[WHAT YOU SHOULD DO]: If a line in the data holds "СЕРГІЯ", copy that line out in full.

[DATA PROVIDED]:
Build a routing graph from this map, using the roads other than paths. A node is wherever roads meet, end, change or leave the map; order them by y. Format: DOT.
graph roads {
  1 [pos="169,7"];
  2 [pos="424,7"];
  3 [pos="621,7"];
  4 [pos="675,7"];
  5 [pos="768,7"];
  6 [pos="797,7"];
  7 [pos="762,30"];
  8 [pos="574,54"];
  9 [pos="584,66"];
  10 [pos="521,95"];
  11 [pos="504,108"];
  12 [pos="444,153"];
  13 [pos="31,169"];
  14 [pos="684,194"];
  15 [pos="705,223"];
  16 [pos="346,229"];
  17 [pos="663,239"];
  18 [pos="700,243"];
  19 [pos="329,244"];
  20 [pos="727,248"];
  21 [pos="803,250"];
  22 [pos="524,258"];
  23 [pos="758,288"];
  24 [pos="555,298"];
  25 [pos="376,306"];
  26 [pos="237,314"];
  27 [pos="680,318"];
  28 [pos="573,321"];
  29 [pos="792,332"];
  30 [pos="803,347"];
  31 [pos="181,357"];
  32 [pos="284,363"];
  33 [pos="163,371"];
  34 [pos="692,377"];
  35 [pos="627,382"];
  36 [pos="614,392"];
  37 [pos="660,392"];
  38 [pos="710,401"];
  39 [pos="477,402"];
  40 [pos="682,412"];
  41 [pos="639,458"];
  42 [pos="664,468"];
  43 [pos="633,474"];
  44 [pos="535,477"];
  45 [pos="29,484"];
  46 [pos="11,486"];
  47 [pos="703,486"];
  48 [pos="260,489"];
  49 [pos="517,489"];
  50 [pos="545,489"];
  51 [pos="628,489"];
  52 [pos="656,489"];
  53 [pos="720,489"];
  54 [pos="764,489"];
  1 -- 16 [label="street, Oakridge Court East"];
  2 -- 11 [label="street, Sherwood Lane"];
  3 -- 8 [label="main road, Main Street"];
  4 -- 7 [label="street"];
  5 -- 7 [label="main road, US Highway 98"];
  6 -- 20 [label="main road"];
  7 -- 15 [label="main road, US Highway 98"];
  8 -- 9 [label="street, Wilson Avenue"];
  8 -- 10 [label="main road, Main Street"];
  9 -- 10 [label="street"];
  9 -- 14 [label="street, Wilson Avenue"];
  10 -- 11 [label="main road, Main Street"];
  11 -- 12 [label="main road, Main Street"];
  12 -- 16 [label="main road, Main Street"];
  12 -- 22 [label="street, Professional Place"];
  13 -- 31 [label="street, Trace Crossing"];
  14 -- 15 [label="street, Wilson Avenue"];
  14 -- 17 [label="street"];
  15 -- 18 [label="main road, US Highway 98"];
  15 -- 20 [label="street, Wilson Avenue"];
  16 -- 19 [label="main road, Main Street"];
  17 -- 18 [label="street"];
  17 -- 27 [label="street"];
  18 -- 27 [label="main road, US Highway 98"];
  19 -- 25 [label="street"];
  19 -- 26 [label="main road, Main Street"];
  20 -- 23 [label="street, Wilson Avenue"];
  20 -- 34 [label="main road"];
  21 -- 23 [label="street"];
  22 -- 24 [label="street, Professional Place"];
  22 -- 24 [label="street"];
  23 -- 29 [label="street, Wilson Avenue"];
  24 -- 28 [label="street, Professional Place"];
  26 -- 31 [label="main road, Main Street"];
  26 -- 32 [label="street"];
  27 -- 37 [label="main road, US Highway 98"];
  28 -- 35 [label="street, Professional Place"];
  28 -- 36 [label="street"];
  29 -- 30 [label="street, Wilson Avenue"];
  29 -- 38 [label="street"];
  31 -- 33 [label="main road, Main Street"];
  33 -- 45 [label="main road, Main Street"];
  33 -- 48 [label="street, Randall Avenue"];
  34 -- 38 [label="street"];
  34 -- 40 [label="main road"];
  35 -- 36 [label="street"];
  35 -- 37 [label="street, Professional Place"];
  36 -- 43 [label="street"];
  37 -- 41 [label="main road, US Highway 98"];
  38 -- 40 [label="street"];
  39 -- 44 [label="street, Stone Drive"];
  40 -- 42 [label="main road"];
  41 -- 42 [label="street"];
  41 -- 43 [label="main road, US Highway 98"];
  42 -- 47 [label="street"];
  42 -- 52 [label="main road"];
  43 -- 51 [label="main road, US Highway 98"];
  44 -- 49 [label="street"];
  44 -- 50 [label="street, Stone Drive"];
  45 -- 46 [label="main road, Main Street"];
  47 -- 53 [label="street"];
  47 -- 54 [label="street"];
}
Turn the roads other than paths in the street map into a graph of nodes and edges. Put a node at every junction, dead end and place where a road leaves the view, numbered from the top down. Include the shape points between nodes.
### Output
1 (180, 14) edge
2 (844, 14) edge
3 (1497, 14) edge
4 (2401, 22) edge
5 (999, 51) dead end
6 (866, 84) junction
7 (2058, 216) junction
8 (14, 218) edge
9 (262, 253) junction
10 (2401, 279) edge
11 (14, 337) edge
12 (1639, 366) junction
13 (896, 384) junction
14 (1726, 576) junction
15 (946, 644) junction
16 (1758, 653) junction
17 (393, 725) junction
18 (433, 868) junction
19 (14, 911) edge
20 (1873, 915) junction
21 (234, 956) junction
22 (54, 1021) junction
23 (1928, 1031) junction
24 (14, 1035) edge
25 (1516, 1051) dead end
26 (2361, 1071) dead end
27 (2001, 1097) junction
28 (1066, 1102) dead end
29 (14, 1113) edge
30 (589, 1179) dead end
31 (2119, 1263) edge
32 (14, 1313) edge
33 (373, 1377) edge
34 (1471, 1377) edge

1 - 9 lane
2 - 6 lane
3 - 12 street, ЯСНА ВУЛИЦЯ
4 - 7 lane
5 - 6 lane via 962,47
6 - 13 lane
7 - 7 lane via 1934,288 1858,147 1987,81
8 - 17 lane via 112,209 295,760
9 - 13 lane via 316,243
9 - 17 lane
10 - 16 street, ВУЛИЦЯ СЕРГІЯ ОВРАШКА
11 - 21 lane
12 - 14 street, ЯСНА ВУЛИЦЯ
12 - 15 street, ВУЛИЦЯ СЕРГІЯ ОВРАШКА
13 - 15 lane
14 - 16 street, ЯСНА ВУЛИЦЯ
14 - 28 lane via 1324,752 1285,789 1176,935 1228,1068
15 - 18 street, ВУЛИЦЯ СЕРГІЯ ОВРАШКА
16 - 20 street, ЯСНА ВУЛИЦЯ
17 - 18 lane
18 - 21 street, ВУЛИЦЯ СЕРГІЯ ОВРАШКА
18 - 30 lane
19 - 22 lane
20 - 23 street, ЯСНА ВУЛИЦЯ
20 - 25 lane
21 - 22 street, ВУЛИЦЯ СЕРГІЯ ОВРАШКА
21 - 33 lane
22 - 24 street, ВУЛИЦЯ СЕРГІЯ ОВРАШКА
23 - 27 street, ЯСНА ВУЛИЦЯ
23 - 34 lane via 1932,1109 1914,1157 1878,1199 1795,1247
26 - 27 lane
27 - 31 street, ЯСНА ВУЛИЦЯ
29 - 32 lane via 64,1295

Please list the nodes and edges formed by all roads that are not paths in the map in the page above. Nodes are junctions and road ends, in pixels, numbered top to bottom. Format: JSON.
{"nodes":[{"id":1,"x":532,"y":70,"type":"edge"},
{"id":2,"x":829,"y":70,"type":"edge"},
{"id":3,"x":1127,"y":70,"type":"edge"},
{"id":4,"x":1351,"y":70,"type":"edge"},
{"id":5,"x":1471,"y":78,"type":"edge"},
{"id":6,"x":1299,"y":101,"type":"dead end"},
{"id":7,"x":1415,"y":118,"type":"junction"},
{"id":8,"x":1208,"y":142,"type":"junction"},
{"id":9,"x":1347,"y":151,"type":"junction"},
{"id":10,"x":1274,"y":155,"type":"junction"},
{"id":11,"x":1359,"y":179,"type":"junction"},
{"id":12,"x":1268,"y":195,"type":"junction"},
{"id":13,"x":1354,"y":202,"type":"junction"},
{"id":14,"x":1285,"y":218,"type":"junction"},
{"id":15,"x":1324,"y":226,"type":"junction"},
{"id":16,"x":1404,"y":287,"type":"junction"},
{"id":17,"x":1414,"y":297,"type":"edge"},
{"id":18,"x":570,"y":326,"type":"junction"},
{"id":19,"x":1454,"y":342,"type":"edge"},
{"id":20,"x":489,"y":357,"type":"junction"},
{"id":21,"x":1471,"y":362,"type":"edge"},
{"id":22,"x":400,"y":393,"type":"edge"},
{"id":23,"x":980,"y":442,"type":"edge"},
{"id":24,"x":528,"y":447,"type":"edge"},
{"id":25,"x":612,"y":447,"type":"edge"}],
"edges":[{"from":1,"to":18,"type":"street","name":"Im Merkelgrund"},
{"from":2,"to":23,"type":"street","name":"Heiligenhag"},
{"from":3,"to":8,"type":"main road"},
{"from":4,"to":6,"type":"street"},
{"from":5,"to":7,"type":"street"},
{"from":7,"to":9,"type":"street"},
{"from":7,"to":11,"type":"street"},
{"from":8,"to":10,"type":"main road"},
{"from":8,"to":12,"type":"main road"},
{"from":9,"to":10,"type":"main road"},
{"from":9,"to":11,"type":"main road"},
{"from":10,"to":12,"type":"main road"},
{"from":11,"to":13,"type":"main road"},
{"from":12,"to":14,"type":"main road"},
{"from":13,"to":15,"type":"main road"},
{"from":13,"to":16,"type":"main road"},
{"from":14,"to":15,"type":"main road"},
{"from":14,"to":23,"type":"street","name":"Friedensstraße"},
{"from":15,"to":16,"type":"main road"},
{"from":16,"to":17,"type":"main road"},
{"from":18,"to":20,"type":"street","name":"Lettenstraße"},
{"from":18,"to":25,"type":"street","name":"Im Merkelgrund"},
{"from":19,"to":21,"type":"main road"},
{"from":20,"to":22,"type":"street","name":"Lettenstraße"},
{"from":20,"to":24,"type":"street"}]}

[RESULT FOR THIS TASK]:
10 - 16 street, ВУЛИЦЯ СЕРГІЯ ОВРАШКА
12 - 15 street, ВУЛИЦЯ СЕРГІЯ ОВРАШКА
15 - 18 street, ВУЛИЦЯ СЕРГІЯ ОВРАШКА
18 - 21 street, ВУЛИЦЯ СЕРГІЯ ОВРАШКА
21 - 22 street, ВУЛИЦЯ СЕРГІЯ ОВРАШКА
22 - 24 street, ВУЛИЦЯ СЕРГІЯ ОВРАШКА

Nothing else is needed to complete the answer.